── Data

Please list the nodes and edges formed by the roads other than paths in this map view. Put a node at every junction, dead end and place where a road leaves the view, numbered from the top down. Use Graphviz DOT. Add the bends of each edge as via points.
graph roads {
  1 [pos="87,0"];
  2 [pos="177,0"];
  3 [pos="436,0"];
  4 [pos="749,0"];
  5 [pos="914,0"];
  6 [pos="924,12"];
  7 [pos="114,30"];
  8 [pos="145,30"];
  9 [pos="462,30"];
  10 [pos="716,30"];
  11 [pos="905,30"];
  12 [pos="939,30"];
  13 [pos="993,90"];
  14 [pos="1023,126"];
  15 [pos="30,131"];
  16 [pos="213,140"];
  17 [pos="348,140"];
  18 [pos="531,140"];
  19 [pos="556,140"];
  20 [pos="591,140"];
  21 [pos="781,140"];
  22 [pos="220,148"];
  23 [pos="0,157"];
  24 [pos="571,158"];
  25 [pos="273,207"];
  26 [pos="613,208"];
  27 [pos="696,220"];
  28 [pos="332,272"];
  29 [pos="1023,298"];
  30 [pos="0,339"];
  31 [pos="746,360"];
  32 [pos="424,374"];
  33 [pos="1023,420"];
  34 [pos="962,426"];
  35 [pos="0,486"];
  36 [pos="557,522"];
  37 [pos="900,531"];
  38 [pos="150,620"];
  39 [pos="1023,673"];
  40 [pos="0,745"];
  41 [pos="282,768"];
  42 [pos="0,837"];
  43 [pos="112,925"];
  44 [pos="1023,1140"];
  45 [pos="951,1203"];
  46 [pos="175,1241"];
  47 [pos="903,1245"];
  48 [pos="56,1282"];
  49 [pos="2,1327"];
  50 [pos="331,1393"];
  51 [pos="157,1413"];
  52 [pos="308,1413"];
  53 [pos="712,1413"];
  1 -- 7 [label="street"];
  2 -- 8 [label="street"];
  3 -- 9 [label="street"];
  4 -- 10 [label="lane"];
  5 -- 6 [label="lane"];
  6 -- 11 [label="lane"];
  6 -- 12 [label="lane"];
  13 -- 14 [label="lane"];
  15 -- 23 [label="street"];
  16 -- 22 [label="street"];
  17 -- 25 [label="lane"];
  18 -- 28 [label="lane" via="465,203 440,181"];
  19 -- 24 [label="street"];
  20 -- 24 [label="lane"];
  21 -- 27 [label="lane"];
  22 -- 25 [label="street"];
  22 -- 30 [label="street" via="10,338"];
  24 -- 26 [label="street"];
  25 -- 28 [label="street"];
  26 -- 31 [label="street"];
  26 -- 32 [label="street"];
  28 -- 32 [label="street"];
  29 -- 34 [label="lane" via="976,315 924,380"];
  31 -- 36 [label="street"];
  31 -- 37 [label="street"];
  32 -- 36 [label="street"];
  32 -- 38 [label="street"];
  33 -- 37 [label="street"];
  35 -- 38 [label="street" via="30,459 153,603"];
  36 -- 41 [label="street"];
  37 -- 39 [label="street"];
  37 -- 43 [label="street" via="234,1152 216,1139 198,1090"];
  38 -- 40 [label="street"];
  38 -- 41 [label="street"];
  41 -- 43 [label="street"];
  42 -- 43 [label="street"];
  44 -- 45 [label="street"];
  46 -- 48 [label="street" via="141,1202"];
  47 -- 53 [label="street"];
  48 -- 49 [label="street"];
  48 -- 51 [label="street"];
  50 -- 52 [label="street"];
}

────

**Exercise aim:** Exactly as written, copy out all the entries above.

**Solved exercise:**
Please list the nodes and edges formed by the roads other than paths in this map view. Put a node at every junction, dead end and place where a road leaves the view, numbered from the top down. Use Graphviz DOT. Add the bends of each edge as via points.
graph roads {
  1 [pos="87,0"];
  2 [pos="177,0"];
  3 [pos="436,0"];
  4 [pos="749,0"];
  5 [pos="914,0"];
  6 [pos="924,12"];
  7 [pos="114,30"];
  8 [pos="145,30"];
  9 [pos="462,30"];
  10 [pos="716,30"];
  11 [pos="905,30"];
  12 [pos="939,30"];
  13 [pos="993,90"];
  14 [pos="1023,126"];
  15 [pos="30,131"];
  16 [pos="213,140"];
  17 [pos="348,140"];
  18 [pos="531,140"];
  19 [pos="556,140"];
  20 [pos="591,140"];
  21 [pos="781,140"];
  22 [pos="220,148"];
  23 [pos="0,157"];
  24 [pos="571,158"];
  25 [pos="273,207"];
  26 [pos="613,208"];
  27 [pos="696,220"];
  28 [pos="332,272"];
  29 [pos="1023,298"];
  30 [pos="0,339"];
  31 [pos="746,360"];
  32 [pos="424,374"];
  33 [pos="1023,420"];
  34 [pos="962,426"];
  35 [pos="0,486"];
  36 [pos="557,522"];
  37 [pos="900,531"];
  38 [pos="150,620"];
  39 [pos="1023,673"];
  40 [pos="0,745"];
  41 [pos="282,768"];
  42 [pos="0,837"];
  43 [pos="112,925"];
  44 [pos="1023,1140"];
  45 [pos="951,1203"];
  46 [pos="175,1241"];
  47 [pos="903,1245"];
  48 [pos="56,1282"];
  49 [pos="2,1327"];
  50 [pos="331,1393"];
  51 [pos="157,1413"];
  52 [pos="308,1413"];
  53 [pos="712,1413"];
  1 -- 7 [label="street"];
  2 -- 8 [label="street"];
  3 -- 9 [label="street"];
  4 -- 10 [label="lane"];
  5 -- 6 [label="lane"];
  6 -- 11 [label="lane"];
  6 -- 12 [label="lane"];
  13 -- 14 [label="lane"];
  15 -- 23 [label="street"];
  16 -- 22 [label="street"];
  17 -- 25 [label="lane"];
  18 -- 28 [label="lane" via="465,203 440,181"];
  19 -- 24 [label="street"];
  20 -- 24 [label="lane"];
  21 -- 27 [label="lane"];
  22 -- 25 [label="street"];
  22 -- 30 [label="street" via="10,338"];
  24 -- 26 [label="street"];
  25 -- 28 [label="street"];
  26 -- 31 [label="street"];
  26 -- 32 [label="street"];
  28 -- 32 [label="street"];
  29 -- 34 [label="lane" via="976,315 924,380"];
  31 -- 36 [label="street"];
  31 -- 37 [label="street"];
  32 -- 36 [label="street"];
  32 -- 38 [label="street"];
  33 -- 37 [label="street"];
  35 -- 38 [label="street" via="30,459 153,603"];
  36 -- 41 [label="street"];
  37 -- 39 [label="street"];
  37 -- 43 [label="street" via="234,1152 216,1139 198,1090"];
  38 -- 40 [label="street"];
  38 -- 41 [label="street"];
  41 -- 43 [label="street"];
  42 -- 43 [label="street"];
  44 -- 45 [label="street"];
  46 -- 48 [label="street" via="141,1202"];
  47 -- 53 [label="street"];
  48 -- 49 [label="street"];
  48 -- 51 [label="street"];
  50 -- 52 [label="street"];
}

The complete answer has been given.